What the exercise asks => Retype every line below precisely as it appears.

Records for the task =>
═══

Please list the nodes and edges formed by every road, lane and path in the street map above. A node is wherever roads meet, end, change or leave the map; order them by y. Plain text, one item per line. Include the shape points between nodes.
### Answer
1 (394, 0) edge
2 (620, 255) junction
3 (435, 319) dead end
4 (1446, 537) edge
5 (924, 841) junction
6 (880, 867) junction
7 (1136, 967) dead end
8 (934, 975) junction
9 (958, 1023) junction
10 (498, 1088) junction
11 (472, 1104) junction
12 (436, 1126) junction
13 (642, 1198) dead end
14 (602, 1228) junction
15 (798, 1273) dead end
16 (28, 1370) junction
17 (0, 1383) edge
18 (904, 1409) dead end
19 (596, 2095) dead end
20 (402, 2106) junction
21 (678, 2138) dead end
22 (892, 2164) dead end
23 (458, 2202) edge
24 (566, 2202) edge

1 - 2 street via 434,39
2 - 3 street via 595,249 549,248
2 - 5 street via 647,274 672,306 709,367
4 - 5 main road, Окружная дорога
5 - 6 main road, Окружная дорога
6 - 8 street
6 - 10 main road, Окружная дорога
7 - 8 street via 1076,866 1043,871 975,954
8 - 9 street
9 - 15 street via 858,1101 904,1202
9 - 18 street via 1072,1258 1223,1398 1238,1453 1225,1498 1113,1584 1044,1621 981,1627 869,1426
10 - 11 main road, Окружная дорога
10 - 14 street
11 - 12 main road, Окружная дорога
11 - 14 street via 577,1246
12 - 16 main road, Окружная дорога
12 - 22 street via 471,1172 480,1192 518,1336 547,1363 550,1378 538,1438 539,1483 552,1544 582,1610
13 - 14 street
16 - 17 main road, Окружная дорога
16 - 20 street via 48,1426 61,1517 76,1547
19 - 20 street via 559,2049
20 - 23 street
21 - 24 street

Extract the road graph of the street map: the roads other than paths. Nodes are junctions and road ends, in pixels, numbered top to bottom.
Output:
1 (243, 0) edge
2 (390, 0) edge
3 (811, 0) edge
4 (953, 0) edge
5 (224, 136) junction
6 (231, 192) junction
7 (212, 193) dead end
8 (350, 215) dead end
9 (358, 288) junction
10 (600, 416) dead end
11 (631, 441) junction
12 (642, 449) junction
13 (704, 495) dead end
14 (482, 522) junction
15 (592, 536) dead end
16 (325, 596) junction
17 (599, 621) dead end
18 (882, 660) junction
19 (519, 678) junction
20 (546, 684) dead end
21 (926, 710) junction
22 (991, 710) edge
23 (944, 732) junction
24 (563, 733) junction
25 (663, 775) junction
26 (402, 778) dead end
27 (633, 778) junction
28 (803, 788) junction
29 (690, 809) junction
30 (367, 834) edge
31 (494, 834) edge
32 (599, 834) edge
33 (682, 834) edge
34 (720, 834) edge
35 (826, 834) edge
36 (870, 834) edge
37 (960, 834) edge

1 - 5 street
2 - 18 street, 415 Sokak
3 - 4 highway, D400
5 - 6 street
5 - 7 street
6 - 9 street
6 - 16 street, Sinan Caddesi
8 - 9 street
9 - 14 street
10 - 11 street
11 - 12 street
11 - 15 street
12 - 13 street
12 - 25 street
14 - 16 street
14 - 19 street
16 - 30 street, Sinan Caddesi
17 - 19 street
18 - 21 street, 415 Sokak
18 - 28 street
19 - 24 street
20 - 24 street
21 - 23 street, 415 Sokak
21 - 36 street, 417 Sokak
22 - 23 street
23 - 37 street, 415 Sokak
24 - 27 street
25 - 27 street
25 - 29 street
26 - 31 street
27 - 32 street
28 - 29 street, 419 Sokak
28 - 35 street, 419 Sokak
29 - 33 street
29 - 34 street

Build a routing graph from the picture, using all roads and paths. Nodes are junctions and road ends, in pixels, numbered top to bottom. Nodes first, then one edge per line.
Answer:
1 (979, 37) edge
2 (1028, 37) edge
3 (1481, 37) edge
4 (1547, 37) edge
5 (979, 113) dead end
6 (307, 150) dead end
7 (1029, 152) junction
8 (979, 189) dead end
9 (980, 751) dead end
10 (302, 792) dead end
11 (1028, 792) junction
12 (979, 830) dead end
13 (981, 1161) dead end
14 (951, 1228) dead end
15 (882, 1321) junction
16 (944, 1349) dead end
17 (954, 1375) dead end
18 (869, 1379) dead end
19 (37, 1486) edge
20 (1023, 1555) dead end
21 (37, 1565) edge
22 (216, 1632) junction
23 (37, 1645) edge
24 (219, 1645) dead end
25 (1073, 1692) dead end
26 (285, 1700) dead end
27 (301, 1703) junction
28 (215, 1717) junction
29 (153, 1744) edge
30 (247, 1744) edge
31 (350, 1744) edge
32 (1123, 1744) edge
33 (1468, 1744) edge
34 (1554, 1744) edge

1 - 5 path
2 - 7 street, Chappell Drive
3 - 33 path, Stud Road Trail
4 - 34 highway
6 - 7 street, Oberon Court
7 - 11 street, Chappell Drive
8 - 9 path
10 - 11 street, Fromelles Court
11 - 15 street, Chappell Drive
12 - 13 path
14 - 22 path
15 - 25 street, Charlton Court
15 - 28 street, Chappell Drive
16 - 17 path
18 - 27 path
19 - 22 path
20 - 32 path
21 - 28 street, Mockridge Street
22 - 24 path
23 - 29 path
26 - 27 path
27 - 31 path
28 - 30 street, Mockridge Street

═══

Solution below =>
Please list the nodes and edges formed by every road, lane and path in the street map above. A node is wherever roads meet, end, change or leave the map; order them by y. Plain text, one item per line. Include the shape points between nodes.
### Answer
1 (394, 0) edge
2 (620, 255) junction
3 (435, 319) dead end
4 (1446, 537) edge
5 (924, 841) junction
6 (880, 867) junction
7 (1136, 967) dead end
8 (934, 975) junction
9 (958, 1023) junction
10 (498, 1088) junction
11 (472, 1104) junction
12 (436, 1126) junction
13 (642, 1198) dead end
14 (602, 1228) junction
15 (798, 1273) dead end
16 (28, 1370) junction
17 (0, 1383) edge
18 (904, 1409) dead end
19 (596, 2095) dead end
20 (402, 2106) junction
21 (678, 2138) dead end
22 (892, 2164) dead end
23 (458, 2202) edge
24 (566, 2202) edge

1 - 2 street via 434,39
2 - 3 street via 595,249 549,248
2 - 5 street via 647,274 672,306 709,367
4 - 5 main road, Окружная дорога
5 - 6 main road, Окружная дорога
6 - 8 street
6 - 10 main road, Окружная дорога
7 - 8 street via 1076,866 1043,871 975,954
8 - 9 street
9 - 15 street via 858,1101 904,1202
9 - 18 street via 1072,1258 1223,1398 1238,1453 1225,1498 1113,1584 1044,1621 981,1627 869,1426
10 - 11 main road, Окружная дорога
10 - 14 street
11 - 12 main road, Окружная дорога
11 - 14 street via 577,1246
12 - 16 main road, Окружная дорога
12 - 22 street via 471,1172 480,1192 518,1336 547,1363 550,1378 538,1438 539,1483 552,1544 582,1610
13 - 14 street
16 - 17 main road, Окружная дорога
16 - 20 street via 48,1426 61,1517 76,1547
19 - 20 street via 559,2049
20 - 23 street
21 - 24 street

Extract the road graph of the street map: the roads other than paths. Nodes are junctions and road ends, in pixels, numbered top to bottom.
Output:
1 (243, 0) edge
2 (390, 0) edge
3 (811, 0) edge
4 (953, 0) edge
5 (224, 136) junction
6 (231, 192) junction
7 (212, 193) dead end
8 (350, 215) dead end
9 (358, 288) junction
10 (600, 416) dead end
11 (631, 441) junction
12 (642, 449) junction
13 (704, 495) dead end
14 (482, 522) junction
15 (592, 536) dead end
16 (325, 596) junction
17 (599, 621) dead end
18 (882, 660) junction
19 (519, 678) junction
20 (546, 684) dead end
21 (926, 710) junction
22 (991, 710) edge
23 (944, 732) junction
24 (563, 733) junction
25 (663, 775) junction
26 (402, 778) dead end
27 (633, 778) junction
28 (803, 788) junction
29 (690, 809) junction
30 (367, 834) edge
31 (494, 834) edge
32 (599, 834) edge
33 (682, 834) edge
34 (720, 834) edge
35 (826, 834) edge
36 (870, 834) edge
37 (960, 834) edge

1 - 5 street
2 - 18 street, 415 Sokak
3 - 4 highway, D400
5 - 6 street
5 - 7 street
6 - 9 street
6 - 16 street, Sinan Caddesi
8 - 9 street
9 - 14 street
10 - 11 street
11 - 12 street
11 - 15 street
12 - 13 street
12 - 25 street
14 - 16 street
14 - 19 street
16 - 30 street, Sinan Caddesi
17 - 19 street
18 - 21 street, 415 Sokak
18 - 28 street
19 - 24 street
20 - 24 street
21 - 23 street, 415 Sokak
21 - 36 street, 417 Sokak
22 - 23 street
23 - 37 street, 415 Sokak
24 - 27 street
25 - 27 street
25 - 29 street
26 - 31 street
27 - 32 street
28 - 29 street, 419 Sokak
28 - 35 street, 419 Sokak
29 - 33 street
29 - 34 street

Build a routing graph from the picture, using all roads and paths. Nodes are junctions and road ends, in pixels, numbered top to bottom. Nodes first, then one edge per line.
Answer:
1 (979, 37) edge
2 (1028, 37) edge
3 (1481, 37) edge
4 (1547, 37) edge
5 (979, 113) dead end
6 (307, 150) dead end
7 (1029, 152) junction
8 (979, 189) dead end
9 (980, 751) dead end
10 (302, 792) dead end
11 (1028, 792) junction
12 (979, 830) dead end
13 (981, 1161) dead end
14 (951, 1228) dead end
15 (882, 1321) junction
16 (944, 1349) dead end
17 (954, 1375) dead end
18 (869, 1379) dead end
19 (37, 1486) edge
20 (1023, 1555) dead end
21 (37, 1565) edge
22 (216, 1632) junction
23 (37, 1645) edge
24 (219, 1645) dead end
25 (1073, 1692) dead end
26 (285, 1700) dead end
27 (301, 1703) junction
28 (215, 1717) junction
29 (153, 1744) edge
30 (247, 1744) edge
31 (350, 1744) edge
32 (1123, 1744) edge
33 (1468, 1744) edge
34 (1554, 1744) edge

1 - 5 path
2 - 7 street, Chappell Drive
3 - 33 path, Stud Road Trail
4 - 34 highway
6 - 7 street, Oberon Court
7 - 11 street, Chappell Drive
8 - 9 path
10 - 11 street, Fromelles Court
11 - 15 street, Chappell Drive
12 - 13 path
14 - 22 path
15 - 25 street, Charlton Court
15 - 28 street, Chappell Drive
16 - 17 path
18 - 27 path
19 - 22 path
20 - 32 path
21 - 28 street, Mockridge Street
22 - 24 path
23 - 29 path
26 - 27 path
27 - 31 path
28 - 30 street, Mockridge Street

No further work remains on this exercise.